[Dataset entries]
##############################

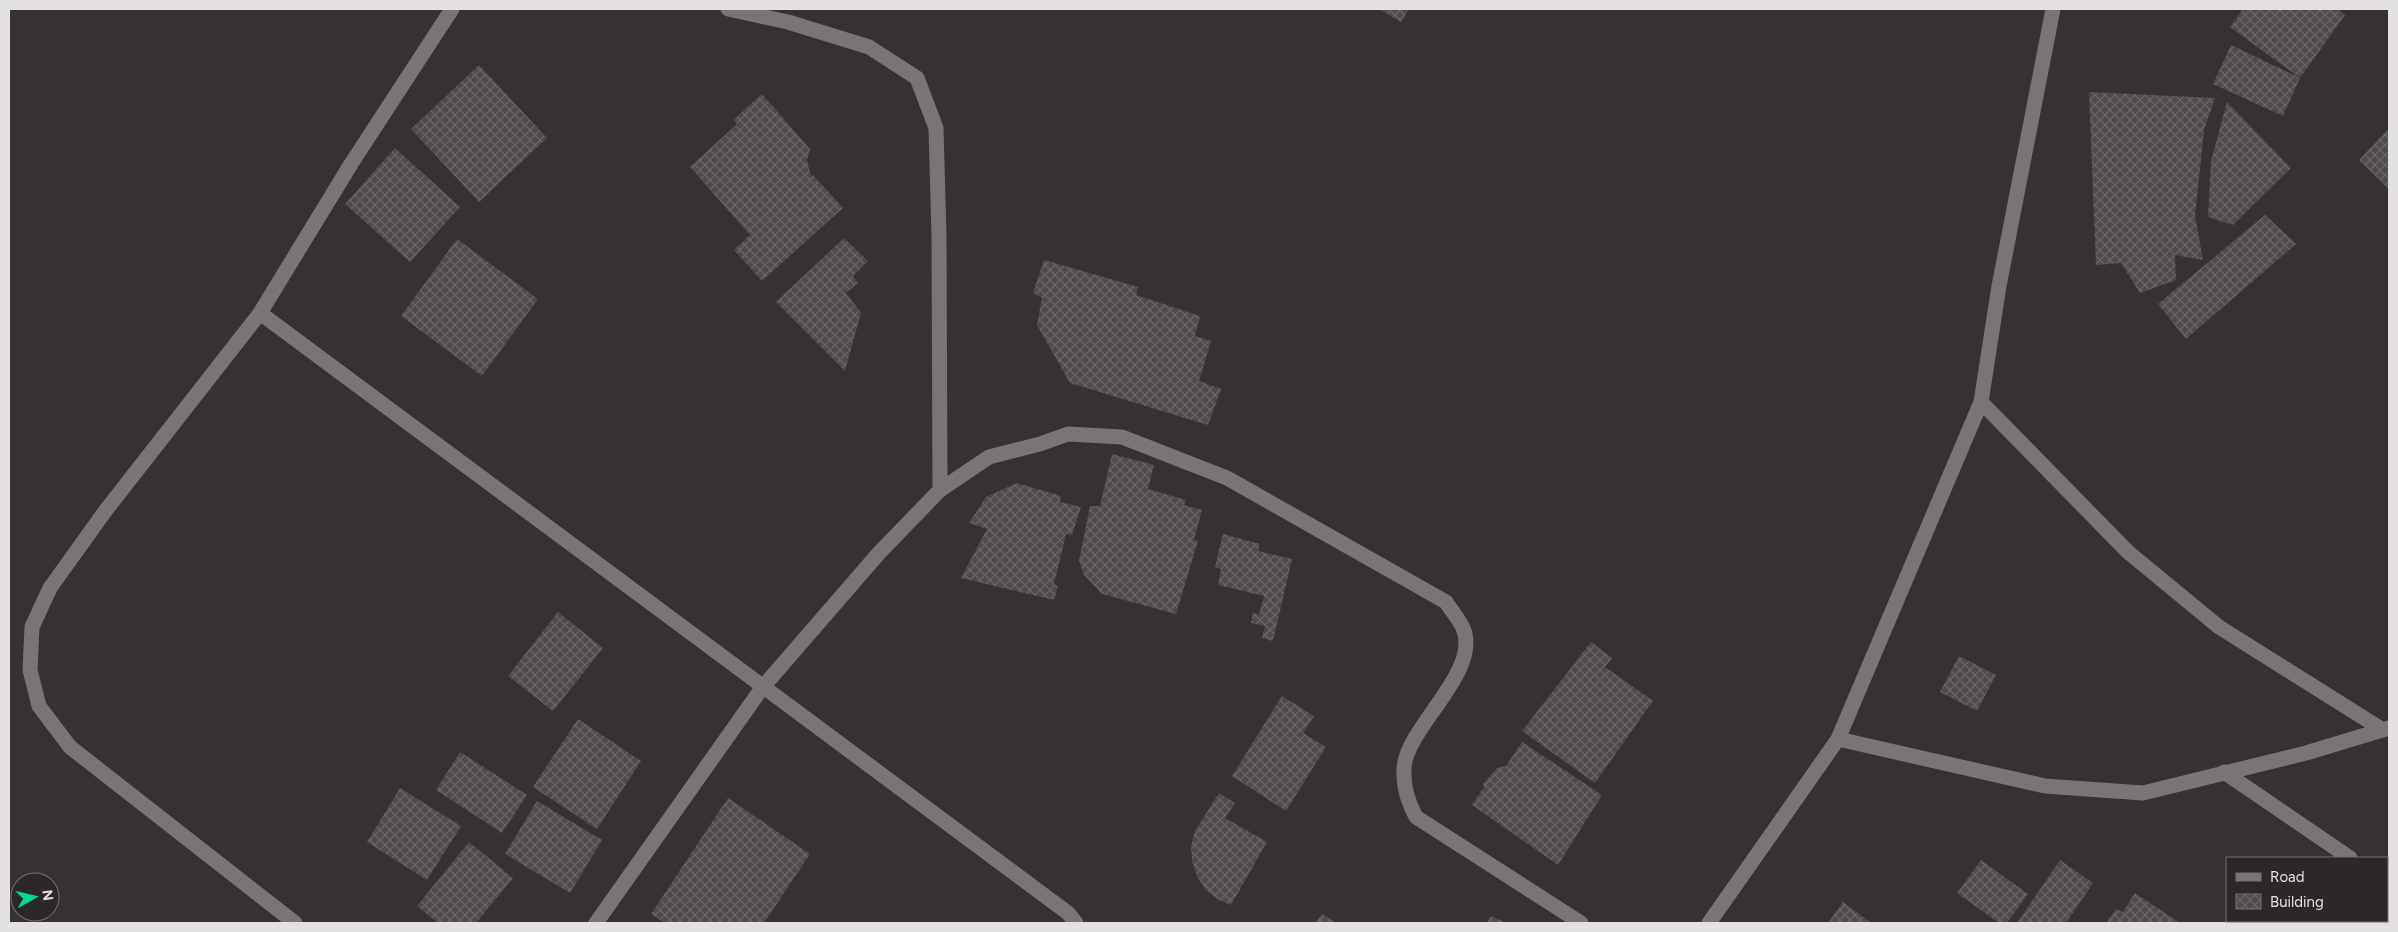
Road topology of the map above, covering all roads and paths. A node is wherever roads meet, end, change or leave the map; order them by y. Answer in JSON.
{"nodes":[{"id":1,"x":452,"y":9,"type":"edge"},
{"id":2,"x":728,"y":9,"type":"edge"},
{"id":3,"x":2054,"y":9,"type":"edge"},
{"id":4,"x":260,"y":313,"type":"junction"},
{"id":5,"x":1981,"y":402,"type":"junction"},
{"id":6,"x":940,"y":490,"type":"junction"},
{"id":7,"x":762,"y":688,"type":"junction"},
{"id":8,"x":2386,"y":729,"type":"edge"},
{"id":9,"x":1838,"y":739,"type":"junction"},
{"id":10,"x":2224,"y":772,"type":"junction"},
{"id":11,"x":2349,"y":857,"type":"edge"},
{"id":12,"x":295,"y":923,"type":"edge"},
{"id":13,"x":596,"y":923,"type":"edge"},
{"id":14,"x":1076,"y":923,"type":"edge"},
{"id":15,"x":1581,"y":923,"type":"edge"},
{"id":16,"x":1710,"y":923,"type":"edge"}],
"edges":[{"from":1,"to":4,"type":"street"},
{"from":2,"to":6,"type":"street"},
{"from":3,"to":5,"type":"street"},
{"from":4,"to":7,"type":"street"},
{"from":4,"to":12,"type":"street"},
{"from":5,"to":8,"type":"street"},
{"from":5,"to":9,"type":"street"},
{"from":6,"to":7,"type":"street"},
{"from":6,"to":15,"type":"street"},
{"from":7,"to":13,"type":"street"},
{"from":7,"to":14,"type":"street"},
{"from":8,"to":10,"type":"street"},
{"from":9,"to":10,"type":"street"},
{"from":9,"to":16,"type":"street"},
{"from":10,"to":11,"type":"street"}]}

##############################

## Problem
The entries are to be reproduced exactly, excluding any pictures they contain.

## Your response
Road topology of the map above, covering all roads and paths. A node is wherever roads meet, end, change or leave the map; order them by y. Answer in JSON.
{"nodes":[{"id":1,"x":452,"y":9,"type":"edge"},
{"id":2,"x":728,"y":9,"type":"edge"},
{"id":3,"x":2054,"y":9,"type":"edge"},
{"id":4,"x":260,"y":313,"type":"junction"},
{"id":5,"x":1981,"y":402,"type":"junction"},
{"id":6,"x":940,"y":490,"type":"junction"},
{"id":7,"x":762,"y":688,"type":"junction"},
{"id":8,"x":2386,"y":729,"type":"edge"},
{"id":9,"x":1838,"y":739,"type":"junction"},
{"id":10,"x":2224,"y":772,"type":"junction"},
{"id":11,"x":2349,"y":857,"type":"edge"},
{"id":12,"x":295,"y":923,"type":"edge"},
{"id":13,"x":596,"y":923,"type":"edge"},
{"id":14,"x":1076,"y":923,"type":"edge"},
{"id":15,"x":1581,"y":923,"type":"edge"},
{"id":16,"x":1710,"y":923,"type":"edge"}],
"edges":[{"from":1,"to":4,"type":"street"},
{"from":2,"to":6,"type":"street"},
{"from":3,"to":5,"type":"street"},
{"from":4,"to":7,"type":"street"},
{"from":4,"to":12,"type":"street"},
{"from":5,"to":8,"type":"street"},
{"from":5,"to":9,"type":"street"},
{"from":6,"to":7,"type":"street"},
{"from":6,"to":15,"type":"street"},
{"from":7,"to":13,"type":"street"},
{"from":7,"to":14,"type":"street"},
{"from":8,"to":10,"type":"street"},
{"from":9,"to":10,"type":"street"},
{"from":9,"to":16,"type":"street"},
{"from":10,"to":11,"type":"street"}]}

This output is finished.